We went to IKEA.
I mentioned that before back when I was talking about getting the espresso machine and all of that, and I see from looking back that I said I was going to do a post about the whole IKEA trip thing. Well, I never did that. At this point, I'm probably not going to, either; this will have to serve as that post.
I think the IKEA thing is interesting because of the sort of cultural significance of what IKEA has become, i.e., a relationship testing grounds. My wife and I talked about that a surprising amount on our first trip (yes, that means there has been at least one other trip). She was worried that we would get into some kind of fight or argument in relation to the item we were going to purchase (yes, the "red thing").
Personally, I don't really get it. I don't get the whole fighting at and over IKEA. I understand why it happens, but I don't get it. See, the problem is that couples go to IKEA with no real plan about what they're doing or what they're getting, so they end up getting into arguments about that there in the store. And everything related to it. But my wife never does anything without a plan, so we've always already looked at all the options and come to decision about it before we ever buy anything so, when it comes to the purchase, we just go and buy the thing.
Which is not to say that we just have the argument at home, because that's not it, either. We're actually pretty good at just discussing things and knowing what's actually important to each of us. What's important is, well, an important thing, and it's important to know those things going in. For instance, we could have had a fight over the color, but that's not really important to me, but I think that's the kind of thing a lot of people would get into a disagreement over. Not because both parties felt passionately about the color but because there was a mild preference for something different for each person that ends up becoming a fight.

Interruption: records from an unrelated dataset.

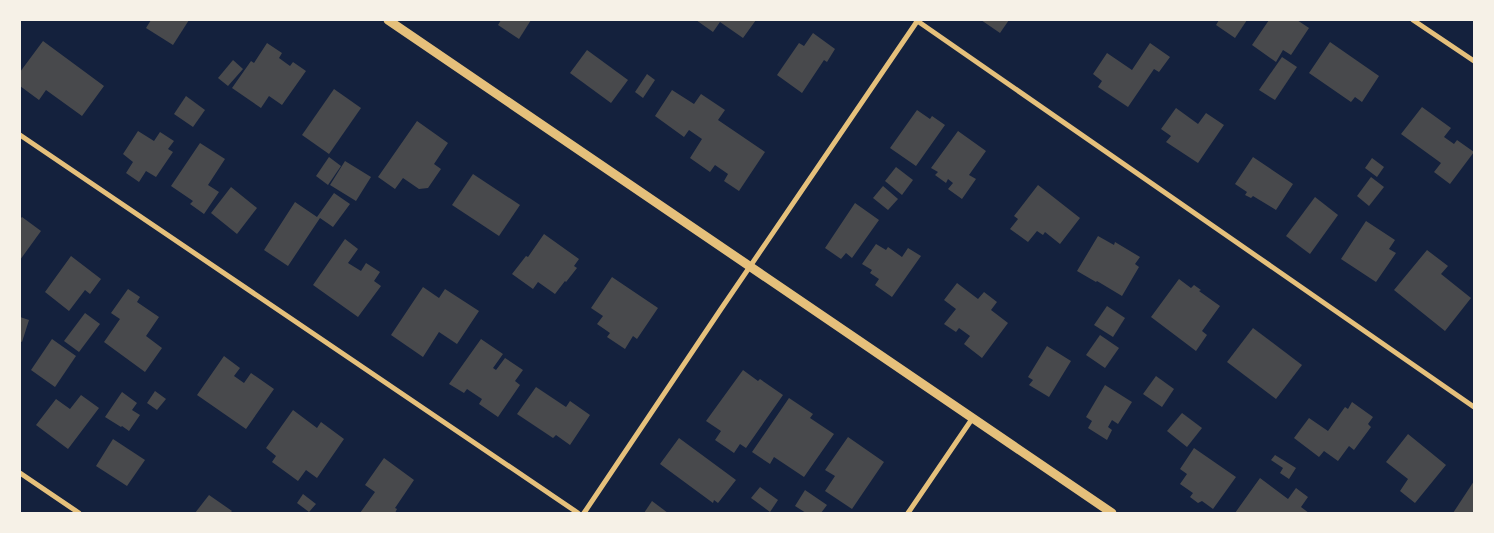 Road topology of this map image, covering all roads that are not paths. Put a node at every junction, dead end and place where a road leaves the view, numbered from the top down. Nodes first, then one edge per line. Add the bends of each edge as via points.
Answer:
1 (388, 20) edge
2 (917, 20) edge
3 (1414, 20) edge
4 (1474, 61) edge
5 (20, 135) edge
6 (750, 267) junction
7 (1474, 407) edge
8 (972, 419) junction
9 (20, 473) edge
10 (79, 513) edge
11 (578, 513) edge
12 (584, 513) edge
13 (908, 513) edge
14 (1112, 513) edge

1 - 6 street
2 - 6 street
2 - 7 street
3 - 4 street
5 - 11 street
6 - 8 street
6 - 12 street
8 - 13 street
8 - 14 street
9 - 10 street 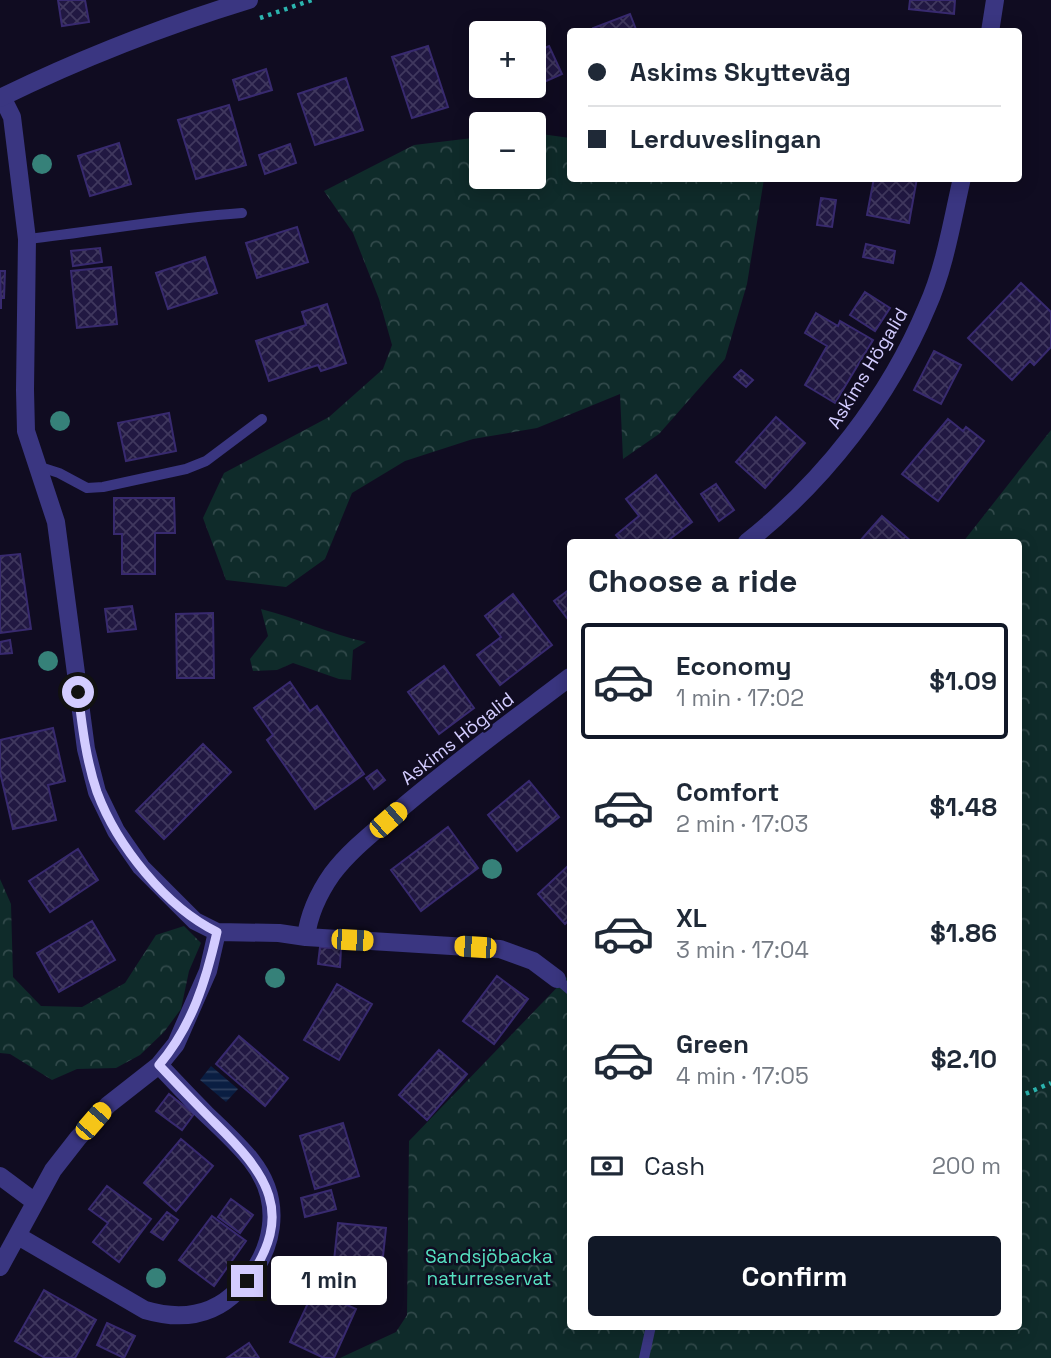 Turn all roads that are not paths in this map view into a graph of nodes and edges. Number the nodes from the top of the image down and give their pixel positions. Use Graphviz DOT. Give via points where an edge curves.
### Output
graph roads {
  1 [pos="249,0"];
  2 [pos="995,0"];
  3 [pos="991,28"];
  4 [pos="1,98"];
  5 [pos="961,182"];
  6 [pos="242,213"];
  7 [pos="27,239"];
  8 [pos="262,419"];
  9 [pos="37,466"];
  10 [pos="751,539"];
  11 [pos="567,679"];
  12 [pos="217,932"];
  13 [pos="306,937"];
  14 [pos="564,985"];
  15 [pos="159,1065"];
  16 [pos="0,1176"];
  17 [pos="35,1202"];
  18 [pos="18,1236"];
  19 [pos="0,1267"];
  20 [pos="650,1330"];
  21 [pos="644,1358"];
  1 -- 4 [label="street" via="82,60"];
  2 -- 3 [label="street"];
  4 -- 7 [label="street" via="12,117"];
  5 -- 10 [label="street, Askims Högalid" via="940,273 887,383 837,456"];
  6 -- 7 [label="lane" via="179,217"];
  7 -- 9 [label="street" via="24,390 26,431"];
  8 -- 9 [label="lane" via="206,461 103,488 87,488"];
  9 -- 12 [label="street" via="58,534 84,738 97,792 141,867 195,921"];
  11 -- 13 [label="street, Askims Högalid" via="418,794 353,852 318,896"];
  12 -- 13 [label="street"];
  12 -- 15 [label="street" via="191,1014"];
  13 -- 14 [label="street" via="500,949 533,961"];
  15 -- 17 [label="street" via="108,1105 54,1170"];
  15 -- 18 [label="street" via="252,1161 269,1194 270,1238 262,1261 247,1281 213,1308 187,1316 166,1316 133,1303"];
  16 -- 17 [label="street"];
  17 -- 18 [label="street"];
  18 -- 19 [label="street"];
  20 -- 21 [label="lane"];
} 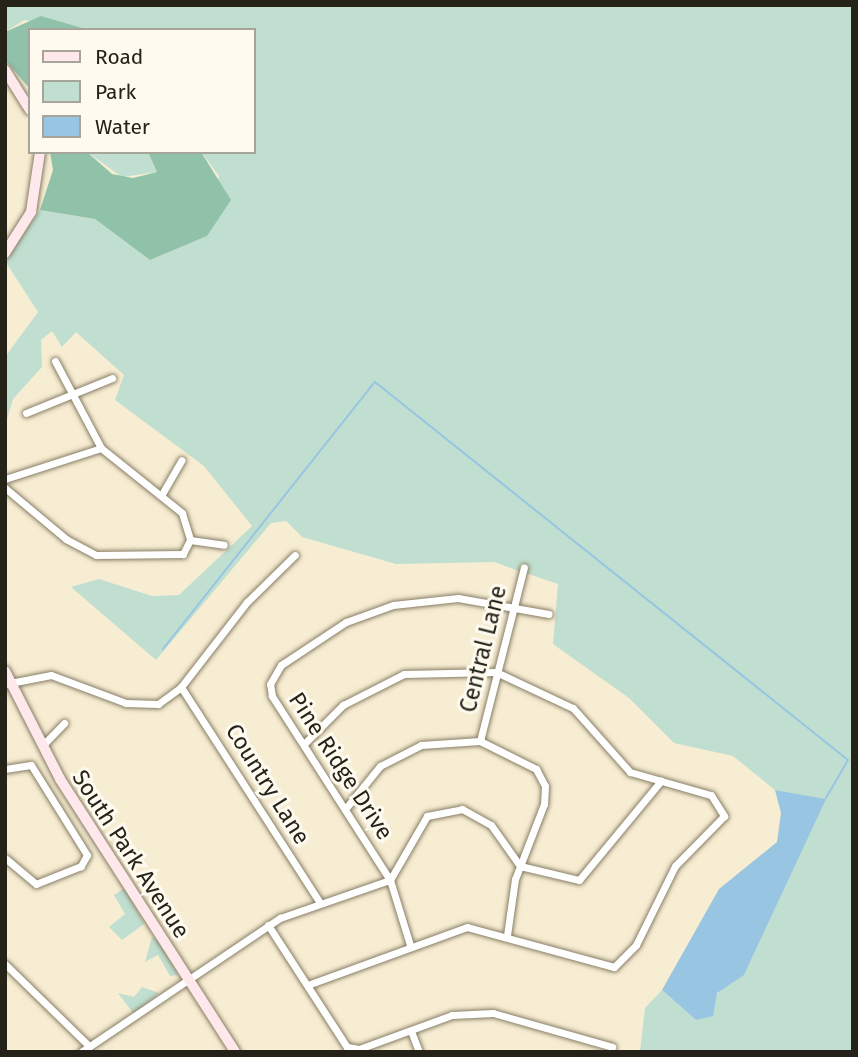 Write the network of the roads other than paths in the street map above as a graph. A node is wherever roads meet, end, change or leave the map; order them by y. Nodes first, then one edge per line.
1 (5, 70) edge
2 (28, 107) edge
3 (40, 154) edge
4 (5, 253) edge
5 (55, 361) dead end
6 (113, 377) dead end
7 (71, 394) junction
8 (26, 413) dead end
9 (101, 448) junction
10 (182, 460) dead end
11 (5, 479) edge
12 (5, 488) edge
13 (162, 494) junction
14 (190, 540) junction
15 (224, 545) dead end
16 (295, 555) dead end
17 (524, 567) dead end
18 (515, 605) junction
19 (549, 614) dead end
20 (5, 671) edge
21 (496, 672) junction
22 (7, 683) edge
23 (181, 687) junction
24 (64, 723) dead end
25 (480, 741) junction
26 (304, 743) junction
27 (42, 746) junction
28 (5, 769) edge
29 (661, 781) junction
30 (346, 808) junction
31 (5, 858) edge
32 (520, 866) junction
33 (390, 880) junction
34 (320, 904) junction
35 (268, 925) junction
36 (508, 935) junction
37 (410, 945) junction
38 (5, 964) edge
39 (187, 976) junction
40 (308, 985) junction
41 (411, 1031) junction
42 (88, 1045) junction
43 (612, 1047) dead end
44 (81, 1052) edge
45 (235, 1052) edge
46 (419, 1052) edge

1 - 2 street
3 - 4 street
5 - 7 street
6 - 7 street
7 - 8 street
7 - 9 street
9 - 11 street
9 - 13 street
10 - 13 street
12 - 14 street
13 - 14 street
14 - 15 street
16 - 23 street
17 - 18 street, Central Lane
18 - 19 street, Pine Ridge Drive
18 - 21 street, Central Lane
18 - 26 street, Pine Ridge Drive
20 - 22 street, South Park Avenue
21 - 25 street, Central Lane
21 - 26 street
21 - 29 street
22 - 23 street
22 - 27 street, South Park Avenue
23 - 34 street, Country Lane
24 - 27 street
25 - 30 street
25 - 32 street
26 - 30 street, Pine Ridge Drive
27 - 39 street, South Park Avenue
28 - 31 street
29 - 32 street
29 - 36 street
30 - 33 street, Pine Ridge Drive
32 - 33 street
32 - 36 street
33 - 34 street
33 - 37 street, Pine Ridge Drive
34 - 35 street
35 - 39 street
35 - 40 street
36 - 37 street
37 - 40 street
38 - 42 street
39 - 42 street
39 - 45 street, South Park Avenue
40 - 41 street
41 - 43 street
41 - 46 street
42 - 44 street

Learning how to discuss things and come to agreements is something that many people never learn how to do, and we had our years of learning those things, but those were a long time ago.
But we made it through IKEA, and that's what's important, right?
We changed Christmas.
As I mentioned in my first "Change" post, people have a hard time with change, especially if it has to do with family traditions and more especially if it has to do with family traditions dealing with the holidays.
When I was a kid, my whole family, including my dad, hated going to my paternal grandparents' for Christmas. It was horrible. Everyone sat quietly in the living room with the poor lighting and watched TV that was barely audible. That would last for hours before there were presents, which we were never allowed to open or play with while we were there. There were also no toys at their house, which is why the kids just sat and watched TV with everyone else. Nothing to do in the house, and we weren't allowed outside, because we always went over there one evening during the week leading up to Christmas. Oh, and there was no food, either. My grandparents would always get one of those store bought deli plates; you know, the one with the meat and cheese on toothpicks. One. It never lasted more then 10 minutes into everyone arriving, and we (the kids) were always told not to get more than one meat and one cheese until everyone had had some. That meant there was never any left because the adults didn't follow that rule.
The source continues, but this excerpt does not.